PROMPT. The records below need to come back exactly as they are, pictures omitted.

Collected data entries
****

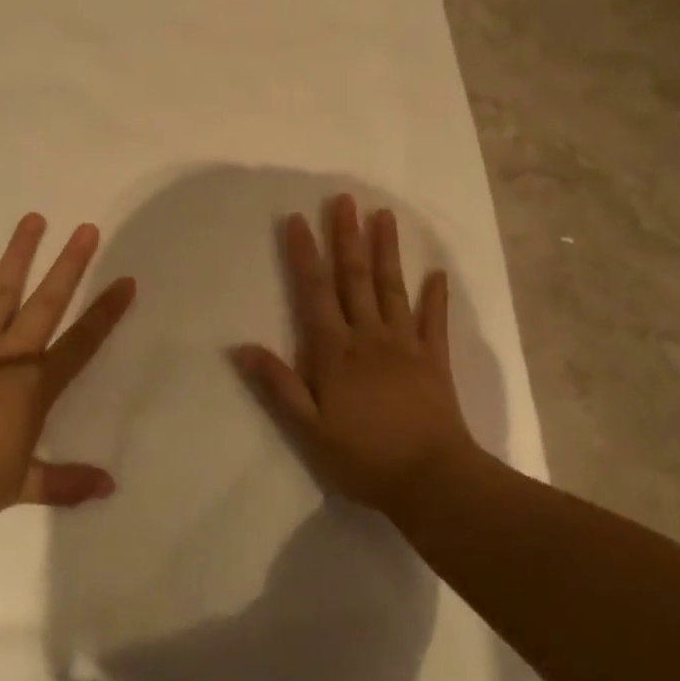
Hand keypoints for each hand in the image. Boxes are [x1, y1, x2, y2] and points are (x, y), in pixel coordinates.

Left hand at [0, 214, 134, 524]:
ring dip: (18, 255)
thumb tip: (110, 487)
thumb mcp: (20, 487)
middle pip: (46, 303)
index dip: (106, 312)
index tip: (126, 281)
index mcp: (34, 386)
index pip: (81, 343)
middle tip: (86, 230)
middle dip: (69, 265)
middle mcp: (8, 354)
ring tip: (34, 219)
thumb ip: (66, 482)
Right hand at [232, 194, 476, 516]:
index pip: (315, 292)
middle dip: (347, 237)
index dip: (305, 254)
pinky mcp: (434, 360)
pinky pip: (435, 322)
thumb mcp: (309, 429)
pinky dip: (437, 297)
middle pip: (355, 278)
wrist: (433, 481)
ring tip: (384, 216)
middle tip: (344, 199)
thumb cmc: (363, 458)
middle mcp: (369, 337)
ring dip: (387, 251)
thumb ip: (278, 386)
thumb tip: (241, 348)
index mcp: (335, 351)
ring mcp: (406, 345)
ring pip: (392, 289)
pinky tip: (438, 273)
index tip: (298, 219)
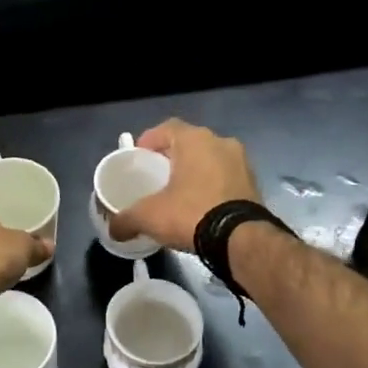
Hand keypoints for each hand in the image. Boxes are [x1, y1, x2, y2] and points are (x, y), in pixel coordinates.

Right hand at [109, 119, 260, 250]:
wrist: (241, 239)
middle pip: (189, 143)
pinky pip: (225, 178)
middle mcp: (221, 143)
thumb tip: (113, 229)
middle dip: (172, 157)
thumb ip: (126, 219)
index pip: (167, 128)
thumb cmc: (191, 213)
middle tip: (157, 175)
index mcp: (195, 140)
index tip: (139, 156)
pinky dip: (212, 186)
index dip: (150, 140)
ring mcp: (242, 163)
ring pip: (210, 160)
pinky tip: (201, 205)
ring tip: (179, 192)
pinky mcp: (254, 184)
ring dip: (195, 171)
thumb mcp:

****

TASK SOLUTION.
Hand keypoints for each hand in the image. Boxes are [x1, y1, x2, y2] and points are (x, y), in pixel coordinates.

Left hand at [0, 214, 134, 524]:
ring dip: (18, 255)
thumb tip: (110, 487)
thumb mcp: (20, 487)
middle pip: (46, 303)
index dip: (106, 312)
index tip: (126, 281)
index mcp: (34, 386)
index pip: (81, 343)
middle tip: (86, 230)
middle dip: (69, 265)
middle mcp: (8, 354)
ring tip: (34, 219)
thumb ip: (66, 482)
Right hand at [232, 194, 476, 516]:
index pip: (315, 292)
middle dip: (347, 237)
index dip: (305, 254)
pinky mcp: (434, 360)
pinky pip: (435, 322)
thumb mcp: (309, 429)
pinky dip: (437, 297)
middle pip: (355, 278)
wrist: (433, 481)
ring tip: (384, 216)
middle tip: (344, 199)
thumb cmc: (363, 458)
middle mcp: (369, 337)
ring dip: (387, 251)
thumb ip: (278, 386)
thumb tip: (241, 348)
index mcp: (335, 351)
ring mcp: (406, 345)
ring pip: (392, 289)
pinky tip: (438, 273)
index tip: (298, 219)
Hand keypoints for each hand in the image. Boxes are [x1, y1, x2, y2] and points are (x, y), in pixel coordinates.

Right hand at [109, 119, 260, 250]:
wrist: (241, 239)
middle pip: (189, 143)
pinky pip: (225, 178)
middle mcp: (221, 143)
thumb tip: (113, 229)
middle dip: (172, 157)
thumb ip: (126, 219)
index pip: (167, 128)
thumb cmc: (191, 213)
middle tip: (157, 175)
index mcp: (195, 140)
index tip: (139, 156)
pinky dip: (212, 186)
index dip: (150, 140)
ring mcp: (242, 163)
ring pip: (210, 160)
pinky tip: (201, 205)
ring tip: (179, 192)
pinky mcp: (254, 184)
ring dip: (195, 171)
thumb mcp:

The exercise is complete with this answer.